Let Warne play ... on the field, that is

Which wild-eyed, world-famous, charismatic Australian bowling larrikin said this

Wisden's Australian View by Chris Ryan
20-Aug-2003
Which wild-eyed, world-famous, charismatic Australian bowling larrikin said this? "I don't try to be Joe Blow the superstud - it just happens." Or this? "I've taken out some real dolls, like beach beauties and models. They're the best." Which bowler bragged shamelessly about sheilas of "all shapes and sizes with just one thing in common - they wanted my body"?
Guilty on all counts was Jeff Thomson who, according to urban legend, struck fear into even more English girls' knickers than he did batsmen's hearts on the Ashes tour of 1975. Thomson's punishment was a snigger here, a chuckle there and to be branded a rebel, a lad. Twenty-eight years on and Shane Warne, Thommo's spiritual successor, faces exile for his excesses.
Switch on the radio and you would think Warne was the most evil, hated person in Australia, worse than the politicians who lie or the churchmen who prey. Open a newspaper and you risk concussion by columnists united in their outrage. Warne, they huff and puff, must either bow out in shame or be booted out in disgrace.
Now Warne is many things. He is a man out of his time, out of his depth and, so far as his wife Simone is concerned, out in the doghouse. Conceivably, under the present strain, he is out of his mind; certainly he has been out of order. None of which means he should be out of the team.
Two crucial differences separate Thomson and Warne. The first is to do with them: Thomson was single at the time, Warne is married. The second is about us.
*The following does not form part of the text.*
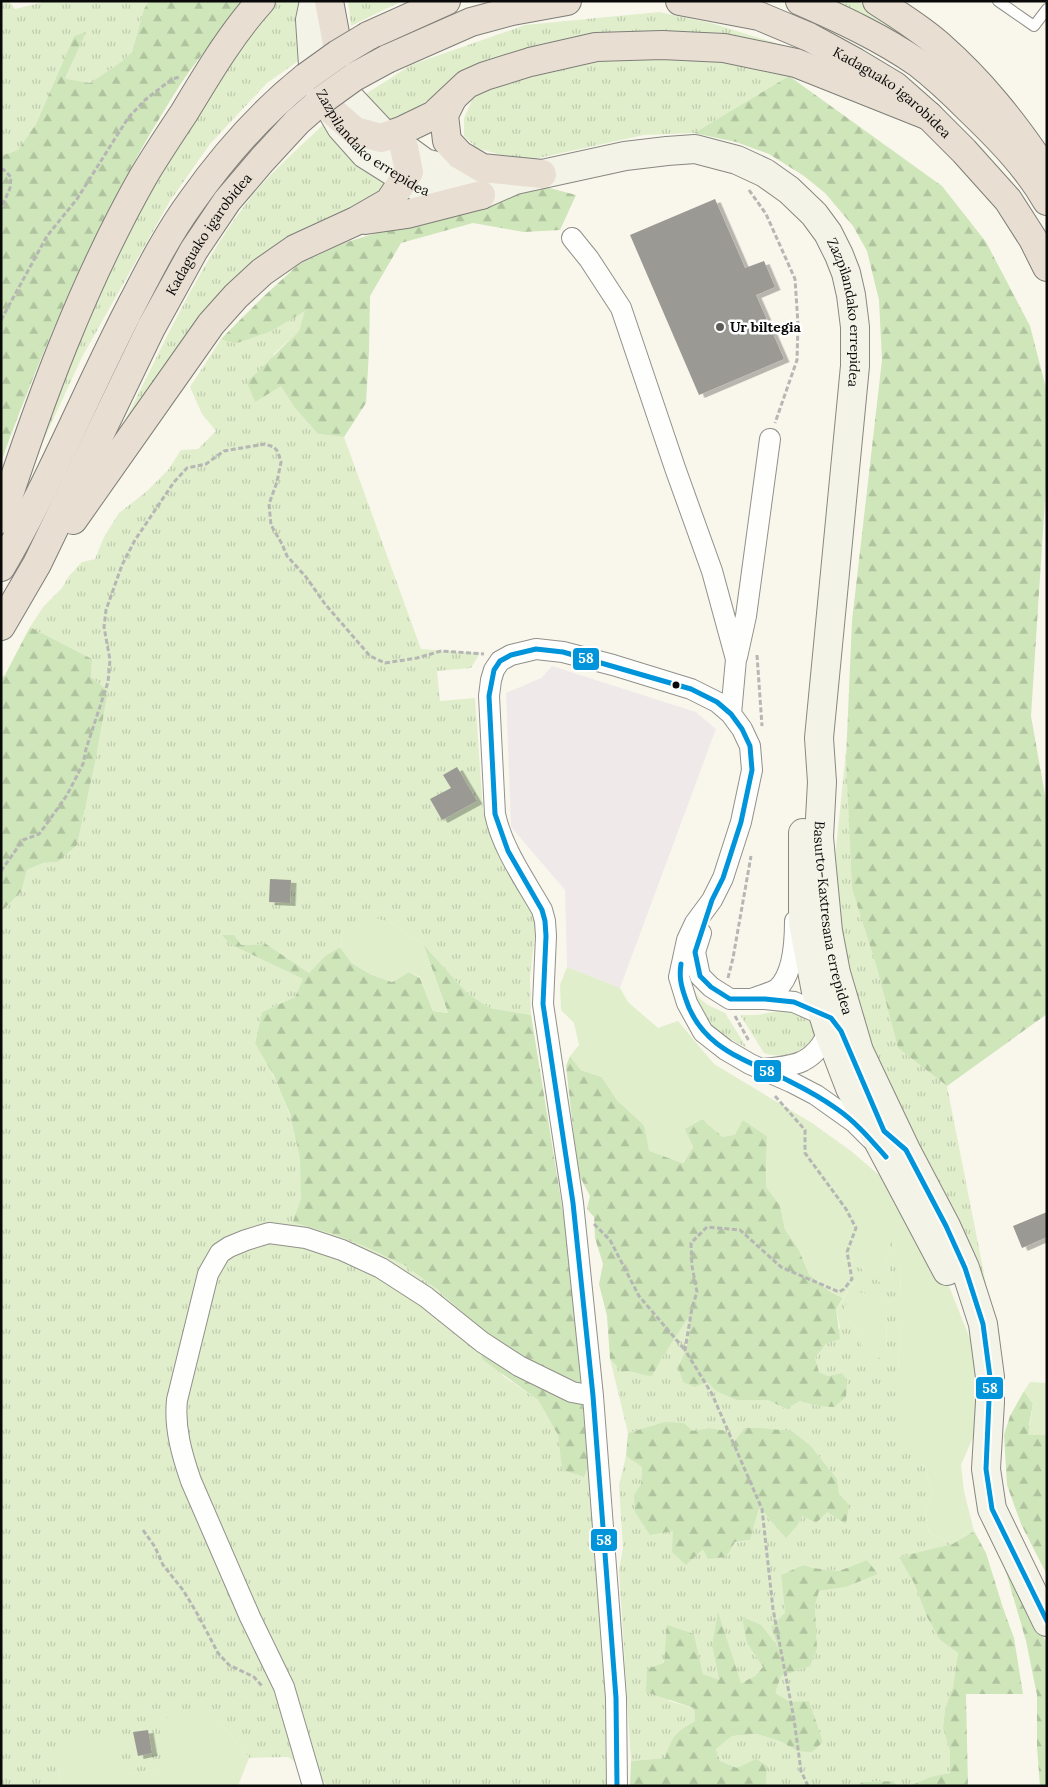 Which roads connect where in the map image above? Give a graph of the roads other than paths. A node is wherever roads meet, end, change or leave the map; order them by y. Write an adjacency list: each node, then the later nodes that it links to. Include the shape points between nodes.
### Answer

As society has become more liberal Australia's social commentators and moral myth-makers have grown more pompous, more puritanical, and never more so than when the integrity of a cricketer - strewth, a cricketer of all people - is at stake. What was OK for Thommo would probably be OK for Rupert Murdoch or John Howard or Russell Crowe. But never, under any circumstances, for Shane Warne.
Our cricketers are expected to be whiter than their white flannels, cleaner in demeanour than any other public figures or prominent sportspeople. In the week before all hell broke loose in Warne's World a former rugby league star, Darrell Trindall, pleaded guilty to assaulting a woman in a Sydney bar. It stirred barely a murmur. That, apparently, is just what former rugby league stars do.
Warne, by contrast, has committed no actual crime. The jury is still out on the 16-year-old girl he allegedly tongue-kissed. The stripper from Melbourne and "hairy-backed sheila" from Johannesburg took their complaints to the media, not the police. Warne's great sin, say the pompous and puritanical, is to set a bad example to children.
Warne is guilty of that, no question, but many others have done much worse. When Greg Chappell ordered his brother to bowl underarm he introduced to youngsters the concept of winning at any cost. When Rodney Hogg kicked down his stumps, and when Dennis Lillee booted Javed Miandad, they legitimised violence as a form of protest. Ian Chappell showed children a thing or two about decorum by swearing at umpires and dropping his strides during Sheffield Shield games; Allan Border taught them petulance when he arrived late on the field one morning because his good pal, Geoff Marsh, had been left out. When Darren Lehmann yelled out an epithet preceded by "black" against Sri Lanka last summer he gave comfort to racists everywhere.
Lillee, Hogg and Greg Chappell have all made good livings as coaches. Ian Chappell is a distinguished commentator. Border is a national treasure. And Lehmann is still in the team. Warne deserves the same chance.
Among his multiple misdemeanours, firing off salacious text messages ranks somewhere in the middle: more damaging than being sprung smoking at an inopportune moment, but some distance behind consorting with John the Bookmaker and repeatedly telling the South African opener Andrew Hudson exactly where to go. It is true that in this celebrity age a player's off-field behaviour is relevant like never before. It is equally true that his on-field conduct remains far more likely to lose him friends and influence people.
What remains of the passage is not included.